20年に渡りブラジルやオーストラリアで資源買付を経験してきた超高性能水晶発振子メーカの凄腕社長、藤岡が次に飛び込んだのは東インドだ。気の抜けないなどの普通の言葉では表せない。その葛藤のすさまじい社会は「グローバル・スタンダード」を鼻で嗤う。

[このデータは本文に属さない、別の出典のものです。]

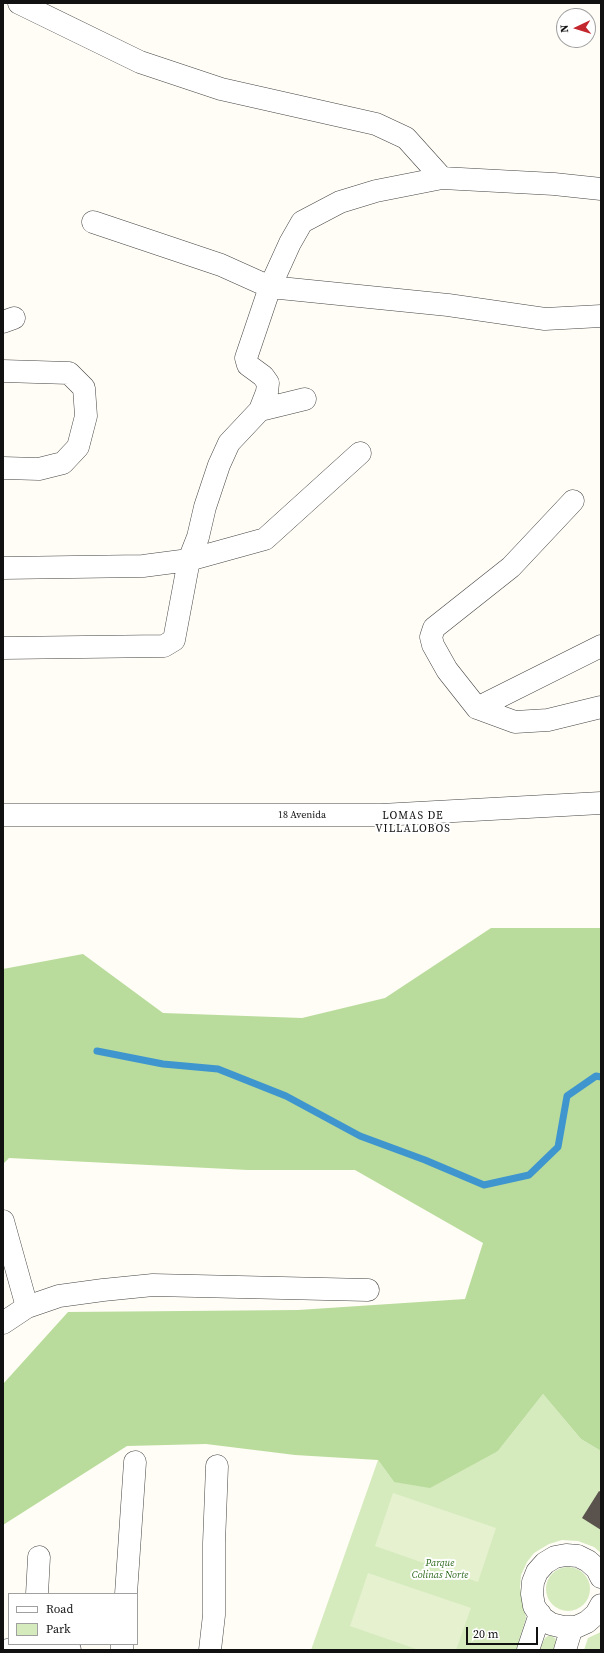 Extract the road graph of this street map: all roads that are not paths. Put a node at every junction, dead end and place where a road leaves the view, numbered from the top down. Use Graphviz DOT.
graph roads {
  1 [pos="19,3"];
  2 [pos="442,178"];
  3 [pos="601,190"];
  4 [pos="93,222"];
  5 [pos="270,287"];
  6 [pos="601,316"];
  7 [pos="3,371"];
  8 [pos="305,399"];
  9 [pos="260,410"];
  10 [pos="360,453"];
  11 [pos="3,468"];
  12 [pos="573,501"];
  13 [pos="190,560"];
  14 [pos="3,568"];
  15 [pos="3,648"];
  16 [pos="600,648"];
  17 [pos="601,707"];
  18 [pos="477,708"];
  19 [pos="601,803"];
  20 [pos="3,815"];
  21 [pos="3,1221"];
  22 [pos="368,1290"];
  23 [pos="27,1307"];
  24 [pos="3,1322"];
  25 [pos="135,1462"];
  26 [pos="217,1466"];
  27 [pos="38,1557"];
  28 [pos="600,1572"];
  29 [pos="37,1593"];
  30 [pos="126,1593"];
  31 [pos="599,1610"];
  32 [pos="540,1614"];
  33 [pos="572,1627"];
  34 [pos="35,1648"];
  35 [pos="7,1650"];
  36 [pos="70,1650"];
  37 [pos="210,1650"];
  38 [pos="528,1650"];
  39 [pos="565,1650"];
  1 -- 2 [label="street"];
  2 -- 3 [label="street"];
  2 -- 5 [label="street"];
  4 -- 5 [label="street"];
  5 -- 6 [label="street"];
  5 -- 9 [label="street"];
  7 -- 11 [label="street"];
  8 -- 9 [label="street"];
  9 -- 13 [label="street"];
  10 -- 13 [label="street"];
  12 -- 18 [label="street"];
  13 -- 14 [label="street"];
  13 -- 15 [label="street"];
  16 -- 18 [label="street"];
  17 -- 18 [label="street"];
  19 -- 20 [label="street, 18 Avenida"];
  21 -- 23 [label="street"];
  22 -- 23 [label="street"];
  23 -- 24 [label="street"];
  25 -- 30 [label="street"];
  26 -- 37 [label="street"];
  27 -- 29 [label="street"];
  28 -- 32 [label="street"];
  31 -- 33 [label="street"];
  32 -- 33 [label="street"];
  32 -- 38 [label="street"];
  33 -- 39 [label="street"];
  34 -- 35 [label="street"];
  34 -- 36 [label="street"];
} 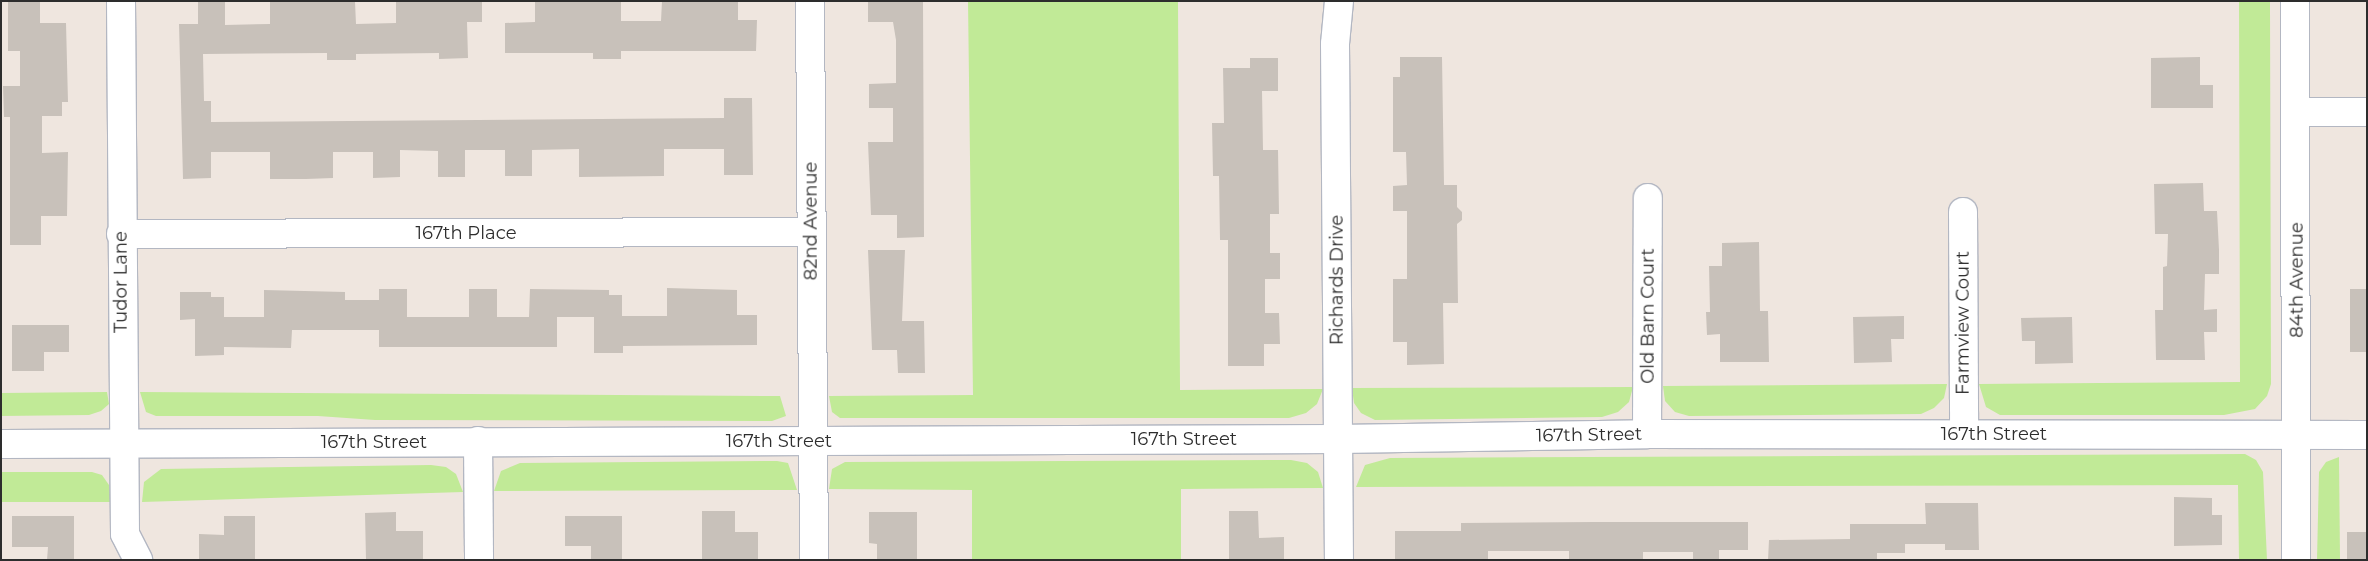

部族社会に溶け込んだイギリス人インドNGO職員、エリートの論理で藤岡を突き放すインド人NGO職員、東インドの採掘会社の社長、等々、それぞれの常識、あるいは正義を持って事業にあたる男たちの、それがゆえにぶつかりあうドラマは骨太い。
混沌たる世界でぶつかりあってこそ人は人たり得るのだな。

そして、すべてを超越した先住民の少女、ロサの存在が、作品にマジック・リアリズムの光彩を与えてくれる。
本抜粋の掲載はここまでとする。